The American job market is wobbling again. Layoff announcements have quietly climbed past one million this year, the highest level since the early pandemic, as companies restructure, adopt AI at record speed and brace for economic uncertainty. November alone brought more than 71,000 planned cuts. AI has been directly tied to more than 54,000 layoffs so far in 2025. Even tariffs have taken a toll, wiping out thousands of jobs across the country.
On paper, the headlines don’t always match the lived reality. Official unemployment claims remain low, but the Challenger report shows something workers already feel: hiring is tightening, planned hires are down more than a third from last year and many sectors are bracing for impact.
That means job loss is becoming less of an exception and more of a shared experience. A pink slip doesn’t necessarily signal failure. More often, it’s simply where the economy is heading.
But knowing you’re part of a national trend doesn’t make the emotional fallout easier. Losing a job disrupts identity and stability in ways statistics can’t measure. It’s disorienting, personal and capable of shaking your sense of direction.
Letting go of a past job is often the biggest challenge to finding the next one. The emotional impact is real. If you haven’t made peace with what happened, prospective employers can see it in your face and hear it in your answers. It doesn’t make you an attractive candidate.
To move forward, you have to deal with the loss. Here are three common challenges many people face after an unexpected job loss and practical ways to move through them with God’s help.
Anger
It’s normal to feel angry, though anger shows up differently for everyone. Some direct it toward the organization. Others at a supervisor. Some even blame God. Others are simply angry because they don’t want to be unemployed. Most people aren’t good at dealing with anger. We repress it, bury it and hope it goes away. But anger is like an iceberg. Most of it is under the surface, but it can still do tremendous damage.
God invites honesty: “give it to me, let me hear your anger.”
“Call on me in the day of trouble; I will deliver you, and you will honor me” (Psalm 50:15).
Here are three ways to release anger in healthy, productive ways:
Shout it out: Find a time when no one is home and say what’s on your mind. Tell God what you really think. Scream if you need to. Don’t filter your words. Crying is okay too. You may need to do this more than once.
Write it out: Get a notebook or journal and every day for at least two weeks, write your thoughts to God about your job loss. Say what you’re thinking, what you’re feeling and who you’re mad at. It’s okay to be mad at God. Don’t write for anyone else’s eyes. Repetition is normal.
Talk it out: Meet with someone who will listen well and offer a safe space for honesty, such as a Christian counselor or pastor. Say the things you’ve been holding back.
Why?
A common reaction is to ask why this happened. Was there something I could have done? Was the stated reason the real reason? Many people believe knowing why will make the loss easier to accept.
That question has been asked for thousands of years. Job asked it too.
Then Job replied to the Lord:
“I know that you can do all things; no purpose of yours can be thwarted.
You asked, ‘Who is this that obscures my plans without knowledge?’

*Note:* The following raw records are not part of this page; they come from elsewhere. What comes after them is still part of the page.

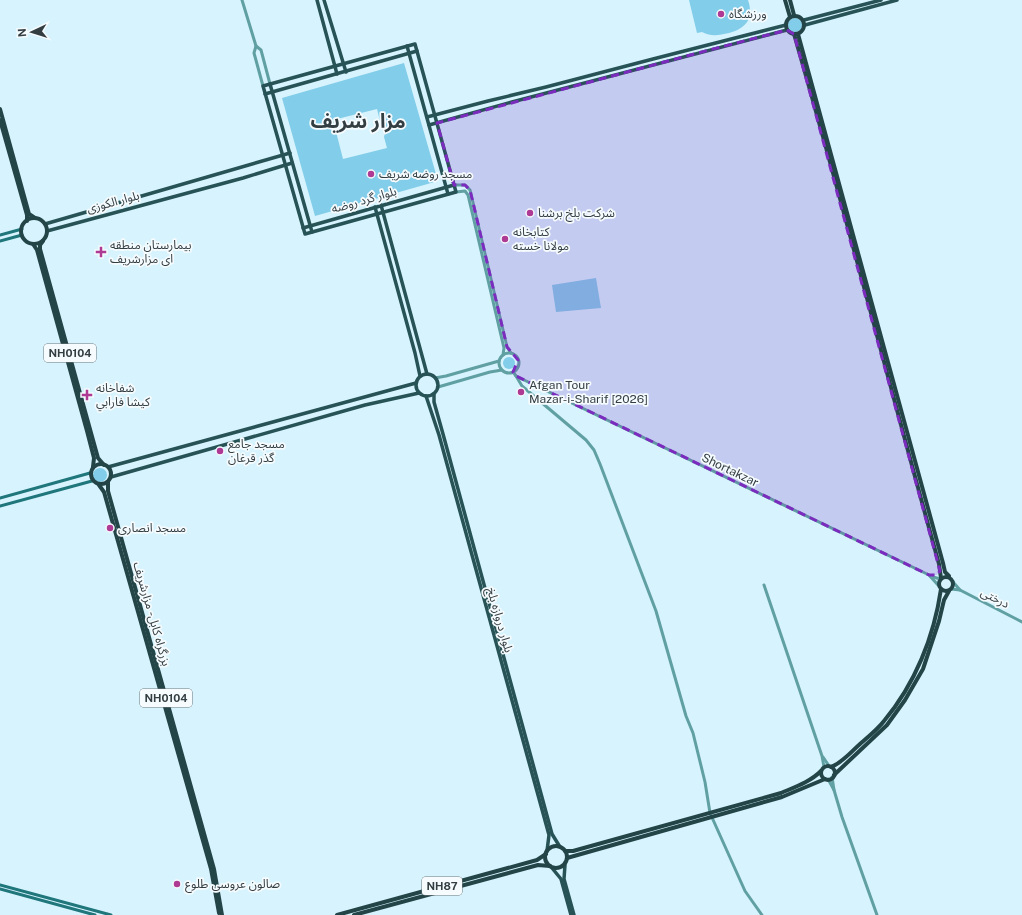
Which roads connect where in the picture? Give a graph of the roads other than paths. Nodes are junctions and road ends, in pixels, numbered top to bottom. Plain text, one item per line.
1 (242, 0) edge
2 (317, 0) edge
3 (324, 0) edge
4 (785, 0) edge
5 (790, 0) edge
6 (881, 0) edge
7 (897, 0) edge
8 (792, 16) junction
9 (804, 23) junction
10 (786, 25) junction
11 (332, 26) junction
12 (324, 28) junction
13 (788, 30) junction
14 (796, 34) junction
15 (256, 46) junction
16 (407, 46) junction
17 (417, 52) junction
18 (409, 54) junction
19 (344, 64) junction
20 (334, 66) junction
21 (346, 72) junction
22 (337, 74) junction
23 (270, 84) junction
24 (263, 86) junction
25 (273, 92) junction
26 (265, 94) junction
27 (0, 109) edge
28 (435, 115) junction
29 (427, 117) junction
30 (0, 120) edge
31 (437, 123) junction
32 (429, 126) junction
33 (290, 153) junction
34 (282, 155) junction
35 (292, 163) junction
36 (285, 165) junction
37 (454, 185) junction
38 (446, 187) junction
39 (456, 192) junction
40 (448, 194) junction
41 (381, 206) junction
42 (375, 207) junction
43 (383, 212) junction
44 (377, 214) junction
45 (35, 218) junction
46 (27, 221) junction
47 (45, 224) junction
48 (310, 226) junction
49 (303, 228) junction
50 (22, 229) junction
51 (47, 231) junction
52 (312, 232) junction
53 (0, 235) edge
54 (22, 235) junction
55 (0, 241) edge
56 (43, 241) junction
57 (33, 244) junction
58 (511, 353) junction
59 (503, 355) junction
60 (499, 361) junction
61 (488, 364) junction
62 (502, 370) junction
63 (490, 372) junction
64 (513, 372) junction
65 (427, 374) junction
66 (420, 376) junction
67 (446, 376) junction
68 (516, 376) junction
69 (435, 378) junction
70 (416, 383) junction
71 (448, 384) junction
72 (438, 387) junction
73 (419, 393) junction
74 (434, 394) junction
75 (426, 396) junction
76 (106, 466) junction
77 (93, 468) junction
78 (90, 473) junction
79 (111, 477) junction
80 (92, 481) junction
81 (108, 482) junction
82 (98, 485) junction
83 (0, 498) edge
84 (0, 506) edge
85 (940, 571) junction
86 (930, 576) junction
87 (948, 576) junction
88 (941, 578) junction
89 (953, 582) junction
90 (764, 585) dead end
91 (940, 587) junction
92 (950, 590) junction
93 (960, 590) junction
94 (1022, 622) edge
95 (826, 768) junction
96 (830, 778) junction
97 (711, 815) junction
98 (560, 847) junction
99 (566, 851) junction
100 (546, 853) junction
101 (568, 858) junction
102 (564, 865) junction
103 (551, 867) junction
104 (0, 884) edge
105 (0, 889) edge
106 (95, 915) edge
107 (111, 915) edge
108 (220, 915) edge
109 (337, 915) edge
110 (354, 915) edge
111 (573, 915) edge
112 (762, 915) edge
113 (877, 915) edge

1 - 15 street
2 - 12 main road
3 - 11 main road
4 - 8 highway
5 - 8 highway
6 - 9 main road
7 - 9 main road
8 - 9 highway
8 - 10 highway
9 - 14 highway
10 - 13 highway
10 - 28 main road
11 - 12 main road
11 - 19 main road
12 - 20 main road
13 - 14 highway
13 - 31 main road
14 - 85 highway
14 - 87 highway
15 - 23 street
15 - 24 street
16 - 17 main road
16 - 18 main road
16 - 19 main road
17 - 18 main road
17 - 28 main road
18 - 21 main road
18 - 29 main road
19 - 20 main road
19 - 21 main road
20 - 22 main road
20 - 23 main road
21 - 22 main road
22 - 25 main road
23 - 24 main road
23 - 25 main road
24 - 26 main road
25 - 26 main road
25 - 33 main road
26 - 34 main road
27 - 45 highway
28 - 29 main road
28 - 31 main road
29 - 32 main road
30 - 46 highway
31 - 32 main road
31 - 37 main road
32 - 38 main road
33 - 34 main road, بلوار الکوزی
33 - 35 main road
34 - 36 main road
34 - 47 main road, بلوار الکوزی
35 - 36 main road, بلوار الکوزی
35 - 48 main road
36 - 49 main road
36 - 51 main road, بلوار الکوزی
37 - 38 main road, بلوار گرد روضه
37 - 39 main road
37 - 58 street
38 - 40 main road
38 - 41 main road, بلوار گرد روضه
39 - 40 main road, بلوار گرد روضه
39 - 59 street
40 - 43 main road, بلوار گرد روضه
41 - 42 main road, بلوار گرد روضه
41 - 43 main road
42 - 44 main road
42 - 48 main road, بلوار گرد روضه
43 - 44 main road, بلوار گرد روضه
43 - 65 main road
44 - 52 main road, بلوار گرد روضه
44 - 66 main road
45 - 46 highway
45 - 47 highway
46 - 50 highway
47 - 51 highway
48 - 49 main road, بلوار گرد روضه
48 - 52 main road
49 - 52 main road
50 - 53 main road
50 - 54 highway
51 - 56 highway, NH0104
54 - 55 main road
54 - 57 highway, NH0104
56 - 57 highway
56 - 76 highway, NH0104
57 - 77 highway, NH0104
58 - 59 street
58 - 64 street
59 - 60 street
60 - 61 street
60 - 62 street
61 - 63 street
61 - 67 street
62 - 63 street
62 - 64 street
63 - 71 street
64 - 68 street, Shortakzar
65 - 66 main road
65 - 69 main road
66 - 70 main road
67 - 69 street
67 - 71 street
68 - 86 street, Shortakzar
68 - 97 street
69 - 72 main road
70 - 73 main road
70 - 76 main road
71 - 72 street
72 - 74 main road
73 - 75 main road
73 - 79 main road
74 - 75 main road
74 - 98 main road, بلوار دروازه بلخ
75 - 100 main road, بلوار دروازه بلخ
76 - 77 highway
76 - 79 highway, NH0104
77 - 78 highway
78 - 80 highway
78 - 83 main road
79 - 81 highway
80 - 82 highway, NH0104
80 - 84 main road
81 - 82 highway
81 - 108 highway, بزرگراه کابل - مزارشریف / NH0104
82 - 108 highway, بزرگراه کابل - مزارشریف / NH0104
85 - 86 street
85 - 88 highway
86 - 88 street
86 - 91 street, Shortakzar
87 - 88 highway
87 - 89 highway
88 - 91 highway
89 - 92 highway
89 - 93 street
90 - 95 street
91 - 92 highway
91 - 95 highway
92 - 93 street
92 - 96 highway
93 - 94 street, درختی
95 - 96 highway
95 - 96 highway
95 - 97 highway
96 - 97 highway
96 - 113 street
97 - 99 highway
97 - 101 highway
97 - 112 street
98 - 99 highway
98 - 100 highway, NH87
99 - 101 highway
100 - 103 highway
100 - 109 highway, NH87
101 - 102 highway
102 - 103 highway, NH87
102 - 111 main road
103 - 110 highway, NH87
103 - 111 main road
104 - 107 main road
105 - 106 main road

Surely I spoke of things I did not understand, things too wonderful for me to know” (Job 42:1-3).
We won’t always know the answer. God knows best. And knowing the reason won’t change the outcome.
Job loss is a little like improvisational theater — unscripted. You don’t control the last line spoken; you only control your next one. In improv, performers are taught two essential words: “yes” (acceptance) and “and” (moving forward). If someone opens a scene with, “Three pink unicorns walked into a bar,” and the other actor responds, “That’s impossible,” the scene dies. But if they accept it and build on it — “and the bartender said, ‘Can you show me some ID?’” — the scene continues.
Losing your job wasn’t part of your plan. But you need to say “yes,” accept that it happened, stop asking why and move on. Until you do, you’ll stay stuck.
“I’m going back.”
Some people hold out hope that their company will realize they made a mistake and call them back. They picture the phone ringing. They stay in close contact with former coworkers, keeping up with challenges and drama so they’re ready to return. Others can’t let go of the identity tied to the job, so they apply for lower-level roles just to get back in.
Neither mindset helps you move forward.
Jesus told his disciples: “And if any place will not welcome you or listen to you, leave that place and shake the dust off your feet as a testimony against them” (Mark 6:11).
Try saying this to yourself: They don’t know what they had in me. It’s their loss. I am gifted, and someone else will be grateful to have me on their team. Saying it once won’t change everything, but repeating it can slowly help you let go and move forward.
Your life and career are like a book with chapters of different lengths. This chapter is over. With God, it’s time to start writing the next one.